PORTLAND, Maine (NEWS CENTER) - The U.S. Department of Labor is investigating cases in Maine's unemployment system, and Governor Paul LePage says he welcomes it.
The Governor has been the subject of complaints for the past two weeks, reported in several ne3wspapers, after he called a meeting last month with the hearing examiners who decide unemployment compensation disputes between employees and businesses. Some of those state workers have said they felt their jobs were threatened by that meeting.
The Governor says many businesses have complained to him that the unemployment system is biased toward employees and against employers. He says no one was threatened at the meeting. But a lawyer who deals with unemployment cases says some of the Governor's actions violated state or federal laws. He said those include an allegation that the LePage administration told the Department of Labor to do extra reviews of decisions favoring workers, but not those decisions favoring businesses. Attorney David Webbert asked the Federal Department of Labor to investigate, and the USDOL has started an audit of Maine unemployment cases.
It isn't clear if that the federal audit will include any of the actions or statements by the Governor at the meeting with hearing examiners. Governor LePage says he was told on Wednesday by the U.S. Secretary of Labor that the scope of the audit will only cover actual cases.
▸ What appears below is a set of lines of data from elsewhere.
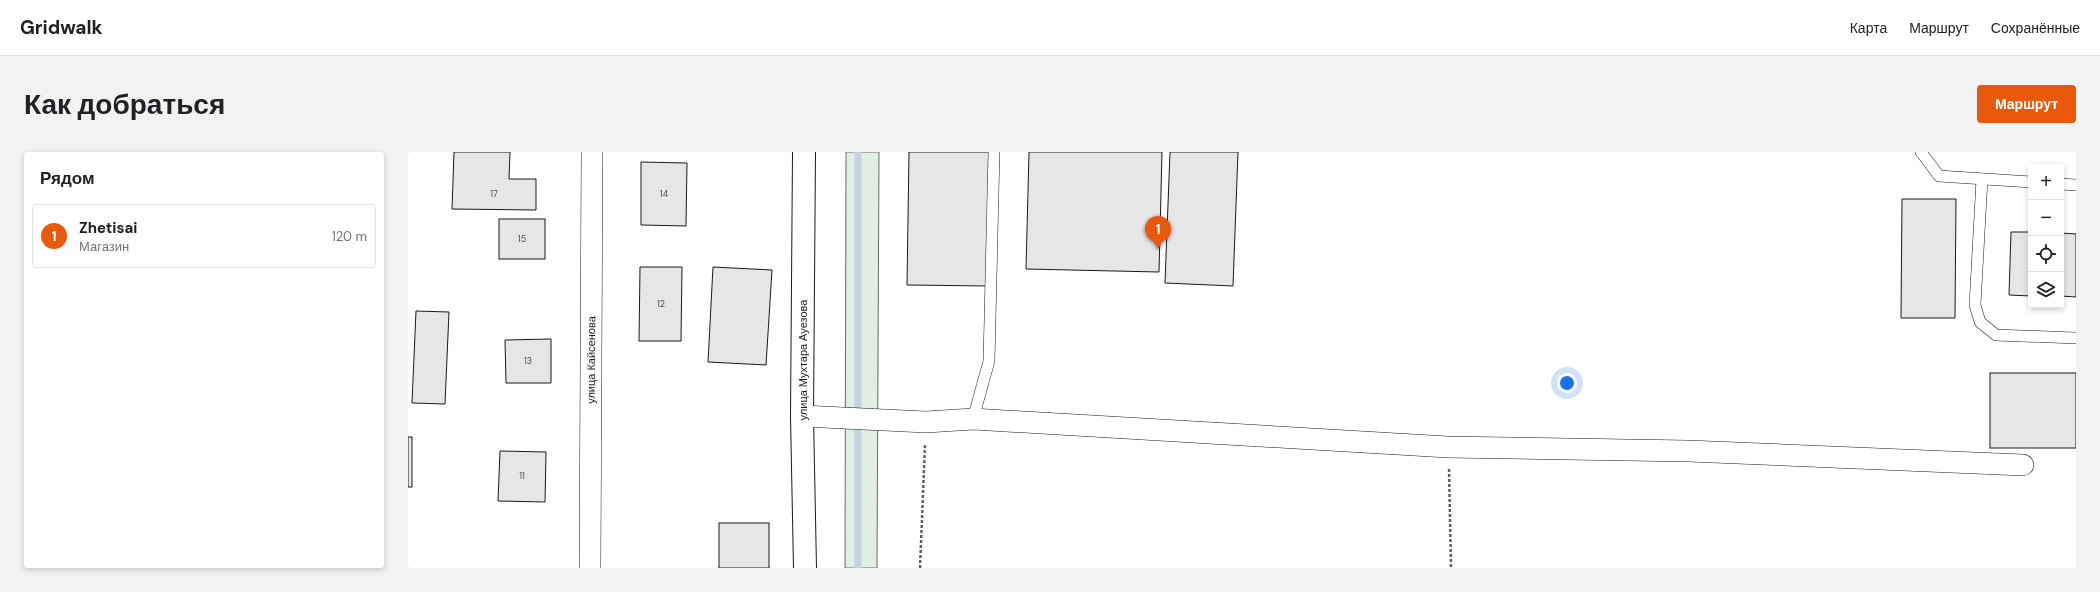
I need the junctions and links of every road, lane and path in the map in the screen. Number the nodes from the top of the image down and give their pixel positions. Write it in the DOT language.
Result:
graph roads {
  1 [pos="592,152"];
  2 [pos="804,152"];
  3 [pos="994,152"];
  4 [pos="1921,152"];
  5 [pos="1982,180"];
  6 [pos="2028,182"];
  7 [pos="2064,184"];
  8 [pos="2076,185"];
  9 [pos="2076,338"];
  10 [pos="802,416"];
  11 [pos="973,419"];
  12 [pos="926,422"];
  13 [pos="1448,447"];
  14 [pos="2023,466"];
  15 [pos="590,568"];
  16 [pos="805,568"];
  17 [pos="920,568"];
  18 [pos="1451,568"];
  1 -- 15 [label="street, улица Кайсенова"];
  2 -- 10 [label="main road, улица Мухтара Ауезова"];
  3 -- 11 [label="lane"];
  4 -- 5 [label="lane"];
  5 -- 6 [label="lane"];
  5 -- 9 [label="lane"];
  7 -- 8 [label="lane"];
  10 -- 12 [label="street"];
  10 -- 16 [label="main road, улица Мухтара Ауезова"];
  11 -- 12 [label="street"];
  11 -- 13 [label="street"];
  12 -- 17 [label="path"];
  13 -- 14 [label="street"];
  13 -- 18 [label="path"];
}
The whole dispute has upset some members of the Maine Legislature, and the Democratic leader of the state Senate says the Legislature may need to have its own investigation. Sen. Seth Goodall says that could involve their watchdog agency, called OPEGA, or the Attorney general. And the Governor says he's going to appoint a special commission to review the whole unemployment system. His press office says that commission to should be names very soon, and will be bipartisan.